(Given records begins)
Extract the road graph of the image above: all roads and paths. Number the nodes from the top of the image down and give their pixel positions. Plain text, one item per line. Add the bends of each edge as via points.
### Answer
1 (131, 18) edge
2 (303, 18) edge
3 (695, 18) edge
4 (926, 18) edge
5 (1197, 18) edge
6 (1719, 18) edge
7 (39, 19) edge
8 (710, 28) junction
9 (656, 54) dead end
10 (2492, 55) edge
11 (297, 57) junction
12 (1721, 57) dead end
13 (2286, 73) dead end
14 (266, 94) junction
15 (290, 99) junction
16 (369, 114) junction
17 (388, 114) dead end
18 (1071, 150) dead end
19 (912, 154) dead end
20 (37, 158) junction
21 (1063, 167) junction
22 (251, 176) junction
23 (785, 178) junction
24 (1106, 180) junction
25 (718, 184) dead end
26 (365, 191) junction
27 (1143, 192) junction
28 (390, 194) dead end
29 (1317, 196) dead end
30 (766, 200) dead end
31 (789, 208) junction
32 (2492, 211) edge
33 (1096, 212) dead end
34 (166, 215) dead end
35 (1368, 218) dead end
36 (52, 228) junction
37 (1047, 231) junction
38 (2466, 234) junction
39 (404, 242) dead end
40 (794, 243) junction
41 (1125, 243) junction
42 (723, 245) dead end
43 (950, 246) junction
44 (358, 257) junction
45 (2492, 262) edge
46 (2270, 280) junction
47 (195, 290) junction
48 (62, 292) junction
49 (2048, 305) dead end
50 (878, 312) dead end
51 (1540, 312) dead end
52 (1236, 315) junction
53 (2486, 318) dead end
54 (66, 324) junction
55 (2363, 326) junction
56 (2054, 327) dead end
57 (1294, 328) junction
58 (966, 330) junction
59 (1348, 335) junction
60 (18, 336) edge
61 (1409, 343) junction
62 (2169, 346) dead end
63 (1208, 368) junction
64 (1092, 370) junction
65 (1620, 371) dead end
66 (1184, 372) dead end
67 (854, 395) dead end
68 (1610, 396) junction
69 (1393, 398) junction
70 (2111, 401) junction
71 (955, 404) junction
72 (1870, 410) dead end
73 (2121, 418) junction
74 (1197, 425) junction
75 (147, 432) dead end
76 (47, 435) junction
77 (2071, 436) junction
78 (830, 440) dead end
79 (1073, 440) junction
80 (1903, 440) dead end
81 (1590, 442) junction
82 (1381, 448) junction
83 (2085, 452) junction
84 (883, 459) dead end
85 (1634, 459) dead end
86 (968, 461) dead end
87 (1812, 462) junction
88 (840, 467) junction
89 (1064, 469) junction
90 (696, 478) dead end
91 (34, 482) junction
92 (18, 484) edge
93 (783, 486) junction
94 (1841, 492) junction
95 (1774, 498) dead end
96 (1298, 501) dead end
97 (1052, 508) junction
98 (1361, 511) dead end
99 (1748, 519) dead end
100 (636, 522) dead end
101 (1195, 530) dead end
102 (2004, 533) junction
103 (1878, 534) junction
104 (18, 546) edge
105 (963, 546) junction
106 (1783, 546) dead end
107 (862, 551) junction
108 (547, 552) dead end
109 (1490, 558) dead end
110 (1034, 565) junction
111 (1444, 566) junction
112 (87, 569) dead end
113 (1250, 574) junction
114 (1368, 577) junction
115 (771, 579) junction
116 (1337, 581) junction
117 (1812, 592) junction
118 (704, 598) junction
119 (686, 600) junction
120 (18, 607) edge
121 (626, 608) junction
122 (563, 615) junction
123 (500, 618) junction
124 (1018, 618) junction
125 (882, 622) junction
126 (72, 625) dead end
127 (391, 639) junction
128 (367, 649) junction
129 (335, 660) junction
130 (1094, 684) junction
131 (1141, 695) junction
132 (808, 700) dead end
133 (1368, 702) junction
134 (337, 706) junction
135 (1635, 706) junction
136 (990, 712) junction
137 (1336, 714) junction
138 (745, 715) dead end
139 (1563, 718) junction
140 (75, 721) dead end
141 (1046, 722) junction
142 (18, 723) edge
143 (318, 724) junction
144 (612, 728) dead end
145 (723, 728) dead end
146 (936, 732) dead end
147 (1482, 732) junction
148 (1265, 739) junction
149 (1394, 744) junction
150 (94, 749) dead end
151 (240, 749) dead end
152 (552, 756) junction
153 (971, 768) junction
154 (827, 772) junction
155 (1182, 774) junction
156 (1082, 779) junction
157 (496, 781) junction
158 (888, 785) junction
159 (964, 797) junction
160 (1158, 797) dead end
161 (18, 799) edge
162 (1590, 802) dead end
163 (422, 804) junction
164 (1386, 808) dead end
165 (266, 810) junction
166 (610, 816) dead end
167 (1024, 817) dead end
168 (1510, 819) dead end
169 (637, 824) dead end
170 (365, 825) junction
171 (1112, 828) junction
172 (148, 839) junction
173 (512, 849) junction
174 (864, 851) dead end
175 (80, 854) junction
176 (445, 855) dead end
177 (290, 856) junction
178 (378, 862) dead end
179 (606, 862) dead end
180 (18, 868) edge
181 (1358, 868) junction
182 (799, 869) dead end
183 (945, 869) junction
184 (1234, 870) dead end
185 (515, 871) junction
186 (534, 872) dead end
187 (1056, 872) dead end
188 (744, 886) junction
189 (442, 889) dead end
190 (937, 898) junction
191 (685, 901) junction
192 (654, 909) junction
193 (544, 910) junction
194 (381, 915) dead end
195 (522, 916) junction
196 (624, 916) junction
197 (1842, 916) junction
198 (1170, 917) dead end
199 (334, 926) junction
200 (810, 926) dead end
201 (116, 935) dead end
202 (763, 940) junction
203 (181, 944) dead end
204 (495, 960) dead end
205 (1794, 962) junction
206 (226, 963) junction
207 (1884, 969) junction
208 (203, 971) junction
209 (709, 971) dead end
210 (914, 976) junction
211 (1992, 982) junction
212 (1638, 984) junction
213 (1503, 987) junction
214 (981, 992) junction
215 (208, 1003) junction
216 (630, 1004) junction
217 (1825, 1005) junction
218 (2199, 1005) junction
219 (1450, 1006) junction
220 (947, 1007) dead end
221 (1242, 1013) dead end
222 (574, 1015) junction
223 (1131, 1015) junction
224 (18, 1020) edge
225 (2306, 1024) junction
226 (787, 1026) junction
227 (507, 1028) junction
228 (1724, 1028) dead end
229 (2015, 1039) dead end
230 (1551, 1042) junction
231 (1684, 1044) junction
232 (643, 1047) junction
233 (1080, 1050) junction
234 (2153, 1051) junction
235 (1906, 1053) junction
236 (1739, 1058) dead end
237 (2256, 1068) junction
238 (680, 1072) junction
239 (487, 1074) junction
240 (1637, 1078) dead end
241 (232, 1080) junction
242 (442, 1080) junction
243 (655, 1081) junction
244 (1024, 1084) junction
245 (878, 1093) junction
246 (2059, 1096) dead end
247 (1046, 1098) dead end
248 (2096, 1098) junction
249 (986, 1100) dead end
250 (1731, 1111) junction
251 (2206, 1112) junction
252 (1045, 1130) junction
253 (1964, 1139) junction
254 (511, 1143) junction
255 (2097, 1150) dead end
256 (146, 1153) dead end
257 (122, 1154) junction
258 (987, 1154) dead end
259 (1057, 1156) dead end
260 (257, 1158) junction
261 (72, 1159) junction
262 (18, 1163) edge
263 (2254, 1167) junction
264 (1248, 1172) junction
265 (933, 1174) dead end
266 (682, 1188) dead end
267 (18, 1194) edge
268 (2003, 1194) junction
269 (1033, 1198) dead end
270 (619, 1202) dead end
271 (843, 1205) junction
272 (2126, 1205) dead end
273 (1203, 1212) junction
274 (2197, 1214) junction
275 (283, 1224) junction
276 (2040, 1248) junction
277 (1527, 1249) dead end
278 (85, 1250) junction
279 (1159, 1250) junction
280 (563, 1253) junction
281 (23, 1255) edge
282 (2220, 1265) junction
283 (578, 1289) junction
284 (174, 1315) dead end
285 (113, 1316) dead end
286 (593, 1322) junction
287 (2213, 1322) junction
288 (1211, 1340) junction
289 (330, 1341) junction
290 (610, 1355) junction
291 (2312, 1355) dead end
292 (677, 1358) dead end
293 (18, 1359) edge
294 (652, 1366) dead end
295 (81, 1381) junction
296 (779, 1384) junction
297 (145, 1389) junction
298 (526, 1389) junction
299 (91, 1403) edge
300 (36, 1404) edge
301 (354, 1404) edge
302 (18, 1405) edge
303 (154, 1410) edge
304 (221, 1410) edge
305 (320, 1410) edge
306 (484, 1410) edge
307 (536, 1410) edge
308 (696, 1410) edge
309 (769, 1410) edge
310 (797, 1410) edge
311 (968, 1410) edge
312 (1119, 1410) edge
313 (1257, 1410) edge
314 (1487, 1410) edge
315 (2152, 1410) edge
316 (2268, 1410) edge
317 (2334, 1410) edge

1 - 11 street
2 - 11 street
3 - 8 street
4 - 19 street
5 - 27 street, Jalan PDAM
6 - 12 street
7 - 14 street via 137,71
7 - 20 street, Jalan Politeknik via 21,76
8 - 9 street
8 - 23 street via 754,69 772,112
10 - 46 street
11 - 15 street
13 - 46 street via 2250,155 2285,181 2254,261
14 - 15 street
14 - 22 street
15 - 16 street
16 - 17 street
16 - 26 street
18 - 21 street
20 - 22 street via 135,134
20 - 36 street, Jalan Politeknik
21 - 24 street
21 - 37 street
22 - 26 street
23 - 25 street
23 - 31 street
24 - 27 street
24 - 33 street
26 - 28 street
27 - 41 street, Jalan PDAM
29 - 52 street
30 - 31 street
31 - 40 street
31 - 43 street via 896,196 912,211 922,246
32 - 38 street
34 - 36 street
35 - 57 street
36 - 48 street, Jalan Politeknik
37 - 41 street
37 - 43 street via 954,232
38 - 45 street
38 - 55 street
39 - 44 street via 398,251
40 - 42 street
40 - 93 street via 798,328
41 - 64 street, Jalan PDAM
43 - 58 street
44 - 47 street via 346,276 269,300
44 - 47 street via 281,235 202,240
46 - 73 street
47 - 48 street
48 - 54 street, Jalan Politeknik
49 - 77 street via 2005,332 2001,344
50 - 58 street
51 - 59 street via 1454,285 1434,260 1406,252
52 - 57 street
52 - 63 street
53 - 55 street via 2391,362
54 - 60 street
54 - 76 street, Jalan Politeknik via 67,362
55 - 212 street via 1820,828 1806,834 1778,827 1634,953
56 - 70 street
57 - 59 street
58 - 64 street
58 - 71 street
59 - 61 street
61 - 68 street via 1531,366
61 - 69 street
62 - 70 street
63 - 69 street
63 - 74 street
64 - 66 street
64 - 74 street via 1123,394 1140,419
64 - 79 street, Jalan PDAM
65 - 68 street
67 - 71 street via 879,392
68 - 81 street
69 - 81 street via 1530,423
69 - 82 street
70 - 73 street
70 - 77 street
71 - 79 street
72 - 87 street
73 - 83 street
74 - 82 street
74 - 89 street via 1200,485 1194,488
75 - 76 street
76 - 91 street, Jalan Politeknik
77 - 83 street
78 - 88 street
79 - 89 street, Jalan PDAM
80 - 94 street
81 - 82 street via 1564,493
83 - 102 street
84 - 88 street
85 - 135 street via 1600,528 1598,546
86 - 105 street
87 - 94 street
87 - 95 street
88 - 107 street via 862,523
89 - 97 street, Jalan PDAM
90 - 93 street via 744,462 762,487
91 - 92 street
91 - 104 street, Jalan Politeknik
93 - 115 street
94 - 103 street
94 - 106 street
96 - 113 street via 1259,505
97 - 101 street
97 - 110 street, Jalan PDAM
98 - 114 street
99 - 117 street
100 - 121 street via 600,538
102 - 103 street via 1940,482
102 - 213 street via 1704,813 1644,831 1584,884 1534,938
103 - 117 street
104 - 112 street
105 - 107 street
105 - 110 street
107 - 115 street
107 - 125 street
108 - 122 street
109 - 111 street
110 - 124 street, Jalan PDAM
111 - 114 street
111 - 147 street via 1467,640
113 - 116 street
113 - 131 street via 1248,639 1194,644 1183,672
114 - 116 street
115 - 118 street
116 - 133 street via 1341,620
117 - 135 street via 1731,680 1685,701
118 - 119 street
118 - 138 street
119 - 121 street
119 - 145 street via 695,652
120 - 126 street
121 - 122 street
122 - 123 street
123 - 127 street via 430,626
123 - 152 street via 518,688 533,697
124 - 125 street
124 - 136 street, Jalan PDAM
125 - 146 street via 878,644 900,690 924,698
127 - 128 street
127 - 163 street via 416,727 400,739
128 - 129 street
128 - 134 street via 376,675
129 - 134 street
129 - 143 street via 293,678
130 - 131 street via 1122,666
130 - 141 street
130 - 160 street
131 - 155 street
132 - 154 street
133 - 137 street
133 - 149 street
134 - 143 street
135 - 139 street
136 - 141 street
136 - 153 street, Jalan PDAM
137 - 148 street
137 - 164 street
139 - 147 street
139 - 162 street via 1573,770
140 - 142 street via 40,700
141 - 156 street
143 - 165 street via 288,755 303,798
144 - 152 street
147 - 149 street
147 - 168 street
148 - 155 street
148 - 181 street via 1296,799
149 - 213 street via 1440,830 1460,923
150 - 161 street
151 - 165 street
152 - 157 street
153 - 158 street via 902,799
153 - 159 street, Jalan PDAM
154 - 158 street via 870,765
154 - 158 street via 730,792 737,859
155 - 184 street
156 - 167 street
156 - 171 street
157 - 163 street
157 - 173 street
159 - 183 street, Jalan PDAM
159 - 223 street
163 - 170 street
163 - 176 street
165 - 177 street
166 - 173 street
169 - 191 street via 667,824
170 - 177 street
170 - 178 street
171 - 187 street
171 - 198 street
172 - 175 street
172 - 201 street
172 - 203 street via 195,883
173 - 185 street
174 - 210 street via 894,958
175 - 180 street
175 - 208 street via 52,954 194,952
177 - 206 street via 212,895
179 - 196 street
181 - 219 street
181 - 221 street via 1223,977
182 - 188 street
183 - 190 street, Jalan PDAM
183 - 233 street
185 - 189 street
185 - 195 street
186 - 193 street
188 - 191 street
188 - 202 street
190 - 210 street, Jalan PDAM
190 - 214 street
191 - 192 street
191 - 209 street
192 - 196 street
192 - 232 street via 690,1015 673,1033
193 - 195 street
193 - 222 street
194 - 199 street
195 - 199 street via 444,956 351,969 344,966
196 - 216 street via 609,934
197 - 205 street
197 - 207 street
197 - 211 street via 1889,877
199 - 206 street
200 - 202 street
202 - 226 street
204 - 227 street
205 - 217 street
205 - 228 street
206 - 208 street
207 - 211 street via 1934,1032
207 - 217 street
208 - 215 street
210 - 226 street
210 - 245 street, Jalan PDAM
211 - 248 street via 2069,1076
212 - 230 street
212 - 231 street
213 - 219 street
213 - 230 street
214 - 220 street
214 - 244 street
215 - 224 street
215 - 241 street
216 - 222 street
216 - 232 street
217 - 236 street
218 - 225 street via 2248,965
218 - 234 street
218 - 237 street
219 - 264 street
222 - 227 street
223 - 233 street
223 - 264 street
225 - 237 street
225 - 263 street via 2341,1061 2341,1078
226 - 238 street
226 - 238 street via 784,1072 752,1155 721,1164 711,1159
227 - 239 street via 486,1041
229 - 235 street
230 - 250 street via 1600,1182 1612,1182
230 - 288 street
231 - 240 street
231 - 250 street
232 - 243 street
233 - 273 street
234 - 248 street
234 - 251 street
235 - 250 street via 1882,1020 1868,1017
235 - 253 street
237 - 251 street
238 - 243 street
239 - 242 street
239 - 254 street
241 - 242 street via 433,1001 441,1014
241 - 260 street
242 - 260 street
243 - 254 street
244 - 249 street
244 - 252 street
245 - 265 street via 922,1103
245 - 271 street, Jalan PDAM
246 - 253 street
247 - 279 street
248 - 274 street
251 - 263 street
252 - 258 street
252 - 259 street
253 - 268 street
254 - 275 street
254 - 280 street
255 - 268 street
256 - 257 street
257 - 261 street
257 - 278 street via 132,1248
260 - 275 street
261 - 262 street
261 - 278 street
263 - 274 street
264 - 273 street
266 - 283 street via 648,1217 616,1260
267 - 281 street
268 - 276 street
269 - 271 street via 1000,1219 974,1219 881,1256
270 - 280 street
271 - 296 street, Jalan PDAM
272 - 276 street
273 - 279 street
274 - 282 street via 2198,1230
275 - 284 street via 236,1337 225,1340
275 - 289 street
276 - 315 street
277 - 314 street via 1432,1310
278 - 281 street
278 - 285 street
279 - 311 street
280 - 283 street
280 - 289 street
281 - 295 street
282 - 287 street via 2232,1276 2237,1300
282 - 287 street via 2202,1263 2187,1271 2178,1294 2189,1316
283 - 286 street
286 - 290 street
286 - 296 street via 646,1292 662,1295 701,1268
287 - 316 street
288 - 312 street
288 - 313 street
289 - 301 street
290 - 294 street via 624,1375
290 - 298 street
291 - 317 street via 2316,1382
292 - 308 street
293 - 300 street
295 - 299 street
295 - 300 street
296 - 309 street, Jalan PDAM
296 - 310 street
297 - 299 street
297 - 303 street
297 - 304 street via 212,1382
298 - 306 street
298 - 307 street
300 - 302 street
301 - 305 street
(Given records ends)
_Your task_
Filter the listing above so that only lines holding the word "Politeknik" remain, and report those lines.

_Solution for this problem_
7 - 20 street, Jalan Politeknik via 21,76
20 - 36 street, Jalan Politeknik
36 - 48 street, Jalan Politeknik
48 - 54 street, Jalan Politeknik
54 - 76 street, Jalan Politeknik via 67,362
76 - 91 street, Jalan Politeknik
91 - 104 street, Jalan Politeknik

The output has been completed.